# The task
The output must match the entries below exactly.

# Input records
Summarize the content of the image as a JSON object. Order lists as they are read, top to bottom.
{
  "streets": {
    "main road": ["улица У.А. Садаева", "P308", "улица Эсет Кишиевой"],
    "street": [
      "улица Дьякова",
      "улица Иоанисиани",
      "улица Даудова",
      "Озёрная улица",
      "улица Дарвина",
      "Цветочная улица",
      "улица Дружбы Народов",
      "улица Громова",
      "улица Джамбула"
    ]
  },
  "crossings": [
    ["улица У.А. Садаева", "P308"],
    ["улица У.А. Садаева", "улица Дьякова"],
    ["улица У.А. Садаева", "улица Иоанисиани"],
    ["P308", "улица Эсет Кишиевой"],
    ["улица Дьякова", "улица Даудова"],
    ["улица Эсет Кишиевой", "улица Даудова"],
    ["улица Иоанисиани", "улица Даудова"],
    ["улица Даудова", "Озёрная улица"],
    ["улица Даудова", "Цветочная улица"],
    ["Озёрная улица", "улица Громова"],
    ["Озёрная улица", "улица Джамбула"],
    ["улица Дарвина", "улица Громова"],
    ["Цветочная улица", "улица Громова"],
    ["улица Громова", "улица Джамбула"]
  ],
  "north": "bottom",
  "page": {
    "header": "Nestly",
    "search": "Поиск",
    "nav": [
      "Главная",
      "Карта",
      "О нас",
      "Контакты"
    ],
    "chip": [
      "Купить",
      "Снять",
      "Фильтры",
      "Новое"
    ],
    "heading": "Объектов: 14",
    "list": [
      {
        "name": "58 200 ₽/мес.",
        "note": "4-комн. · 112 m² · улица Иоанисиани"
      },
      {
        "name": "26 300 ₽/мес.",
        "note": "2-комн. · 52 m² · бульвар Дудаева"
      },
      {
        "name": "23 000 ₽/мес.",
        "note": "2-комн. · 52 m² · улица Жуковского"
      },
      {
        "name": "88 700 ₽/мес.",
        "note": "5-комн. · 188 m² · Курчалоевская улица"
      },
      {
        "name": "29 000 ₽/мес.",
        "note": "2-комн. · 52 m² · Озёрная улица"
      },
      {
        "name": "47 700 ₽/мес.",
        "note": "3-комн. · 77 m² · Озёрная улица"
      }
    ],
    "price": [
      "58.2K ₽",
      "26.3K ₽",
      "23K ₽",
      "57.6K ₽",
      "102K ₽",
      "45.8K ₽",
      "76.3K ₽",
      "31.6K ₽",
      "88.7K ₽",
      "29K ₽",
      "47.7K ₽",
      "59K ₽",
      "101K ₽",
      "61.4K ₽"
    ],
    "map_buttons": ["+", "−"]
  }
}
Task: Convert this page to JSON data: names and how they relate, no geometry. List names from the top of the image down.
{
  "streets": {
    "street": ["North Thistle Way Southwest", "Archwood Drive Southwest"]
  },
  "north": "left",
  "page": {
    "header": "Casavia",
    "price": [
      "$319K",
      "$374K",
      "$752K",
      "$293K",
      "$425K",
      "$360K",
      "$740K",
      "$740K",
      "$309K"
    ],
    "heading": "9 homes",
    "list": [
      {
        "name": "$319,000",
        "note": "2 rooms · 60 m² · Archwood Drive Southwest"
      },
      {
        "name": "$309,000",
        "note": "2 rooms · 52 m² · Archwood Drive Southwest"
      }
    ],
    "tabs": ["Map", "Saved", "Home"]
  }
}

# Task solution
Summarize the content of the image as a JSON object. Order lists as they are read, top to bottom.
{
  "streets": {
    "main road": ["улица У.А. Садаева", "P308", "улица Эсет Кишиевой"],
    "street": [
      "улица Дьякова",
      "улица Иоанисиани",
      "улица Даудова",
      "Озёрная улица",
      "улица Дарвина",
      "Цветочная улица",
      "улица Дружбы Народов",
      "улица Громова",
      "улица Джамбула"
    ]
  },
  "crossings": [
    ["улица У.А. Садаева", "P308"],
    ["улица У.А. Садаева", "улица Дьякова"],
    ["улица У.А. Садаева", "улица Иоанисиани"],
    ["P308", "улица Эсет Кишиевой"],
    ["улица Дьякова", "улица Даудова"],
    ["улица Эсет Кишиевой", "улица Даудова"],
    ["улица Иоанисиани", "улица Даудова"],
    ["улица Даудова", "Озёрная улица"],
    ["улица Даудова", "Цветочная улица"],
    ["Озёрная улица", "улица Громова"],
    ["Озёрная улица", "улица Джамбула"],
    ["улица Дарвина", "улица Громова"],
    ["Цветочная улица", "улица Громова"],
    ["улица Громова", "улица Джамбула"]
  ],
  "north": "bottom",
  "page": {
    "header": "Nestly",
    "search": "Поиск",
    "nav": [
      "Главная",
      "Карта",
      "О нас",
      "Контакты"
    ],
    "chip": [
      "Купить",
      "Снять",
      "Фильтры",
      "Новое"
    ],
    "heading": "Объектов: 14",
    "list": [
      {
        "name": "58 200 ₽/мес.",
        "note": "4-комн. · 112 m² · улица Иоанисиани"
      },
      {
        "name": "26 300 ₽/мес.",
        "note": "2-комн. · 52 m² · бульвар Дудаева"
      },
      {
        "name": "23 000 ₽/мес.",
        "note": "2-комн. · 52 m² · улица Жуковского"
      },
      {
        "name": "88 700 ₽/мес.",
        "note": "5-комн. · 188 m² · Курчалоевская улица"
      },
      {
        "name": "29 000 ₽/мес.",
        "note": "2-комн. · 52 m² · Озёрная улица"
      },
      {
        "name": "47 700 ₽/мес.",
        "note": "3-комн. · 77 m² · Озёрная улица"
      }
    ],
    "price": [
      "58.2K ₽",
      "26.3K ₽",
      "23K ₽",
      "57.6K ₽",
      "102K ₽",
      "45.8K ₽",
      "76.3K ₽",
      "31.6K ₽",
      "88.7K ₽",
      "29K ₽",
      "47.7K ₽",
      "59K ₽",
      "101K ₽",
      "61.4K ₽"
    ],
    "map_buttons": ["+", "−"]
  }
}
Task: Convert this page to JSON data: names and how they relate, no geometry. List names from the top of the image down.
{
  "streets": {
    "street": ["North Thistle Way Southwest", "Archwood Drive Southwest"]
  },
  "north": "left",
  "page": {
    "header": "Casavia",
    "price": [
      "$319K",
      "$374K",
      "$752K",
      "$293K",
      "$425K",
      "$360K",
      "$740K",
      "$740K",
      "$309K"
    ],
    "heading": "9 homes",
    "list": [
      {
        "name": "$319,000",
        "note": "2 rooms · 60 m² · Archwood Drive Southwest"
      },
      {
        "name": "$309,000",
        "note": "2 rooms · 52 m² · Archwood Drive Southwest"
      }
    ],
    "tabs": ["Map", "Saved", "Home"]
  }
}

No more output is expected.